**Data items**
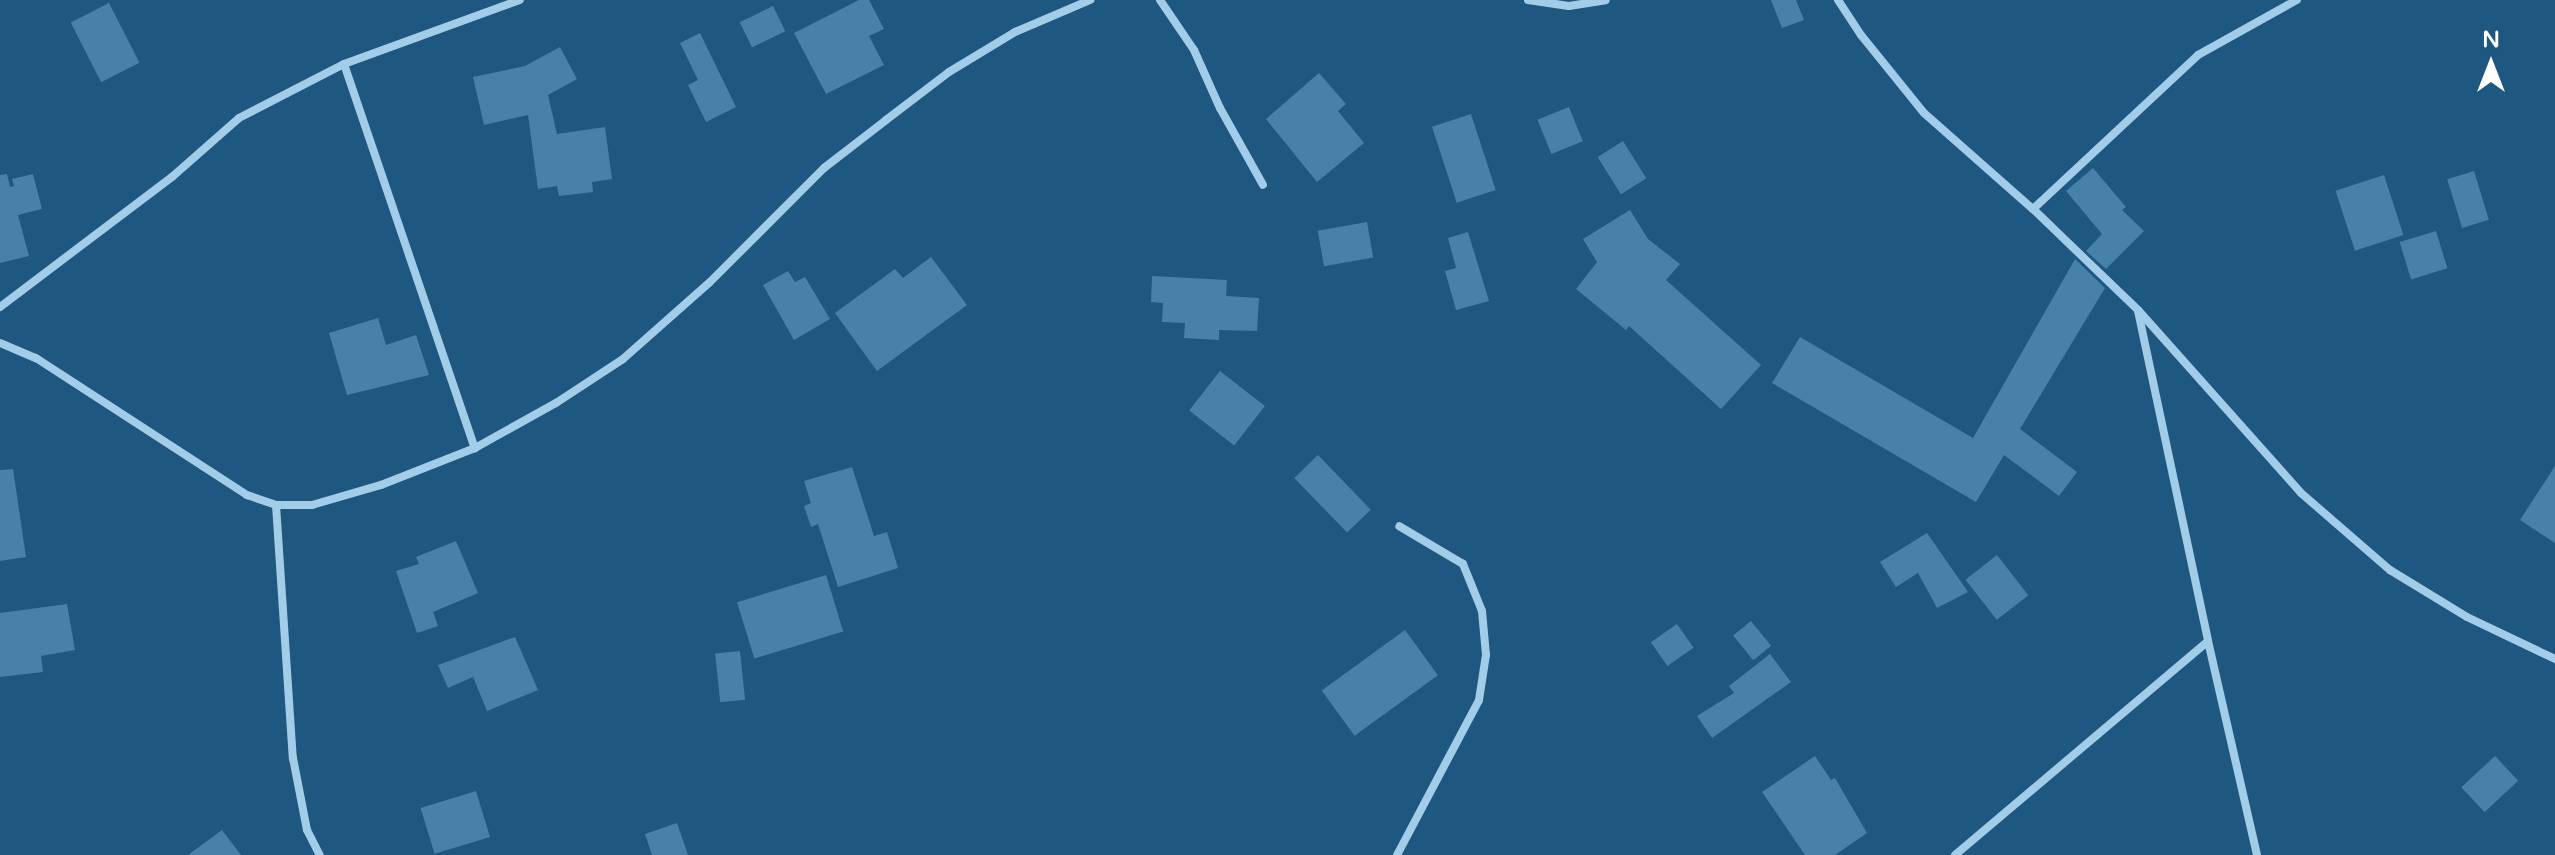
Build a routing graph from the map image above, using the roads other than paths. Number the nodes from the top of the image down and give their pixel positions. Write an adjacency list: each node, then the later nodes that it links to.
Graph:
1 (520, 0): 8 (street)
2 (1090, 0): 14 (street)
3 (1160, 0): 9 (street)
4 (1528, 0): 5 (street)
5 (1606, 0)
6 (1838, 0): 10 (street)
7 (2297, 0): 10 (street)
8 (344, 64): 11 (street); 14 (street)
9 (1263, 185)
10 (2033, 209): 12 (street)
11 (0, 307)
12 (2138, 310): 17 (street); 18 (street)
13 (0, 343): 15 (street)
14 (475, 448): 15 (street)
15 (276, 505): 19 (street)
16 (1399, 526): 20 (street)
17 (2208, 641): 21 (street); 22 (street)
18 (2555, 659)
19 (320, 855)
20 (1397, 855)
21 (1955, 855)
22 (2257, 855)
...
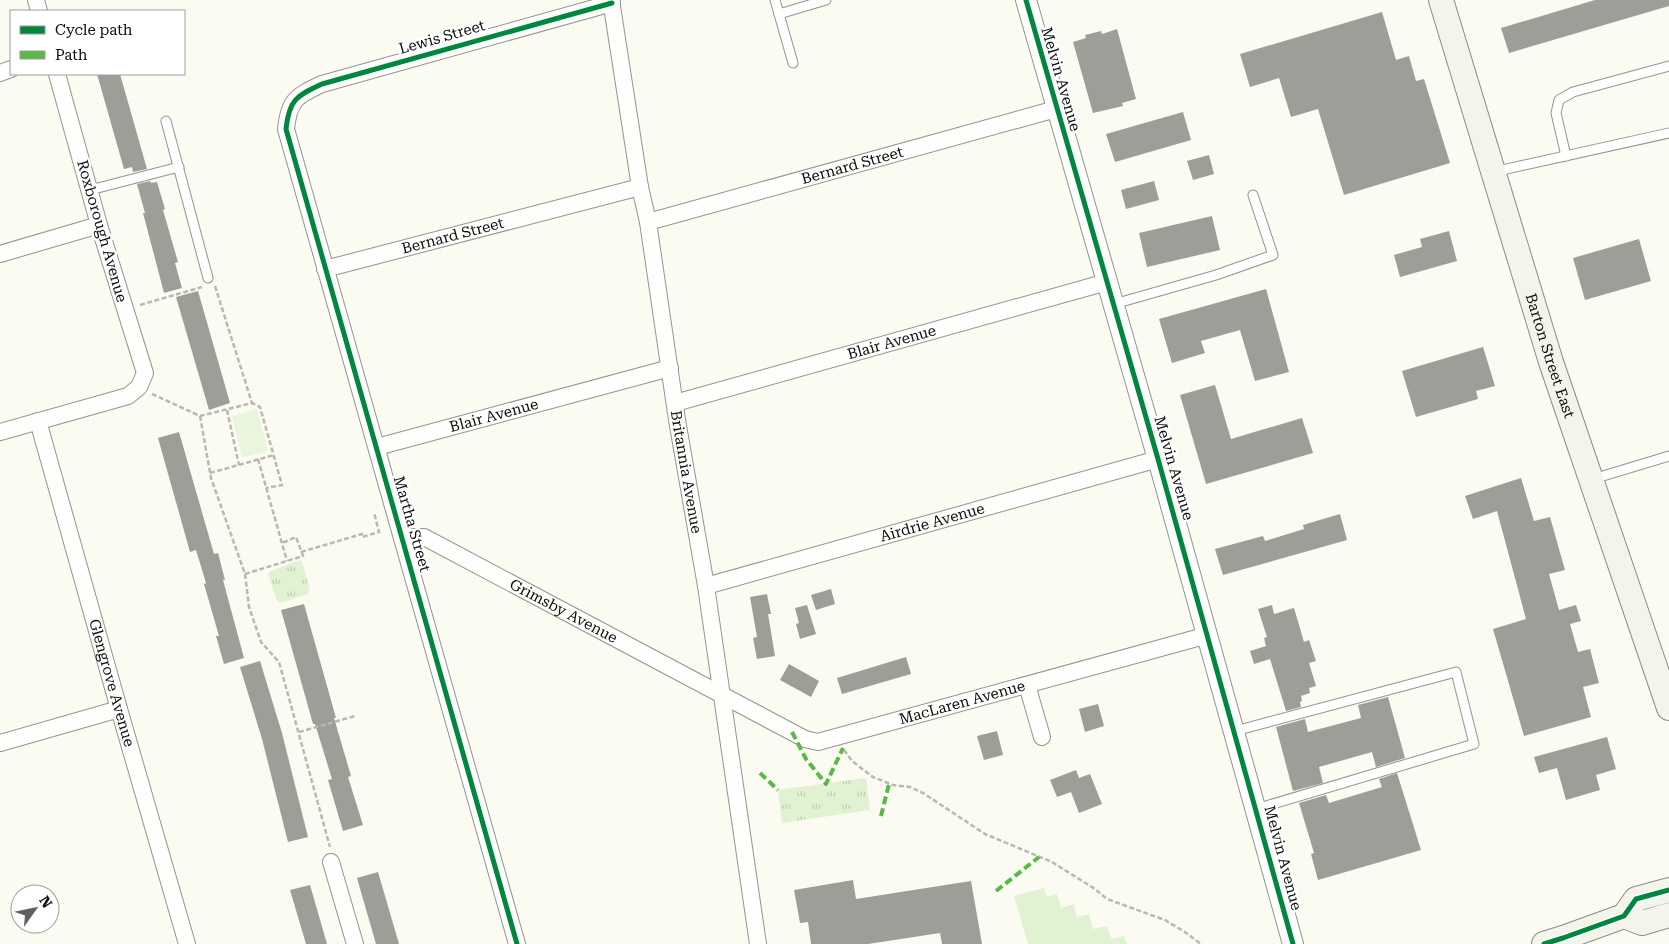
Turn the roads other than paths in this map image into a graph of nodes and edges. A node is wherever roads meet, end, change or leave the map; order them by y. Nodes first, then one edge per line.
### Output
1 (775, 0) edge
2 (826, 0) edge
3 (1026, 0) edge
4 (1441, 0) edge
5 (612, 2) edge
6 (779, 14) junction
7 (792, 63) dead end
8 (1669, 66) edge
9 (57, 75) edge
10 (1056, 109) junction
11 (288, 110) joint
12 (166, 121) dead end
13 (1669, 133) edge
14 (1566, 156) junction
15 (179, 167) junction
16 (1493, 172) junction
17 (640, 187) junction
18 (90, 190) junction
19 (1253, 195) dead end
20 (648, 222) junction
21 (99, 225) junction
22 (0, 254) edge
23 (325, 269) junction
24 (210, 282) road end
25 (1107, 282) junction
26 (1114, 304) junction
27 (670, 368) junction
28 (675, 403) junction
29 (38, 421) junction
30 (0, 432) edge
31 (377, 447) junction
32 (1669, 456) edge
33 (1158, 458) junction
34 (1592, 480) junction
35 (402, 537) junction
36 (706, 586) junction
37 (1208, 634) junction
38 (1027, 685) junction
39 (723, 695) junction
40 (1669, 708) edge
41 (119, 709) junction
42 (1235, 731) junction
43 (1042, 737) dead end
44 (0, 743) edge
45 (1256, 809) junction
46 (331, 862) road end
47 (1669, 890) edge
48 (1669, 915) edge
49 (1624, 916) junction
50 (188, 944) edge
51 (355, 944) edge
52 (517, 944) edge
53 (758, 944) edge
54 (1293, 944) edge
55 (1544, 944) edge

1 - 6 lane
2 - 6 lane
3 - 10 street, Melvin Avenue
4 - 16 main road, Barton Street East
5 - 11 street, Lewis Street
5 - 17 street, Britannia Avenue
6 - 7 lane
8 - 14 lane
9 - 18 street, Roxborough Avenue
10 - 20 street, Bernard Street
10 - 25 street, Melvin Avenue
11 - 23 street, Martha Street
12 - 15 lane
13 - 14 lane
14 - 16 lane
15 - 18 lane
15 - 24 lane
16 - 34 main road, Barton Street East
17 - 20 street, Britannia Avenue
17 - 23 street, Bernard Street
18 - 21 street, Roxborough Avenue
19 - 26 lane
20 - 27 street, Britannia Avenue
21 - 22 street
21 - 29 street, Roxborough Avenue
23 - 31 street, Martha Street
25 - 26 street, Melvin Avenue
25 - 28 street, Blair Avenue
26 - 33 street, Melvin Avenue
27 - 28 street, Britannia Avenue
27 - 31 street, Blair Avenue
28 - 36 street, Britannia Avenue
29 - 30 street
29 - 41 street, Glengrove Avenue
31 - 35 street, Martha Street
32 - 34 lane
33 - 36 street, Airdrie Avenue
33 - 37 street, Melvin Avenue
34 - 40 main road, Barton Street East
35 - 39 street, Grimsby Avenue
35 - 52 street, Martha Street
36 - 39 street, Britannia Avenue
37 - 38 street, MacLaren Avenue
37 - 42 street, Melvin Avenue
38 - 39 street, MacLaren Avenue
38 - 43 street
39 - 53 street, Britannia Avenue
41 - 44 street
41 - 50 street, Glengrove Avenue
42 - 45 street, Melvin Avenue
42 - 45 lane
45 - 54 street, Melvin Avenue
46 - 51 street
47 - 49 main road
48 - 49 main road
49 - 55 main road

**Exercise instructions**
Each line of the data that holds "other" should be copied.

**Output of the exercise**
Build a routing graph from the map image above, using the roads other than paths. Number the nodes from the top of the image down and give their pixel positions. Write an adjacency list: each node, then the later nodes that it links to.
Turn the roads other than paths in this map image into a graph of nodes and edges. A node is wherever roads meet, end, change or leave the map; order them by y. Nodes first, then one edge per line.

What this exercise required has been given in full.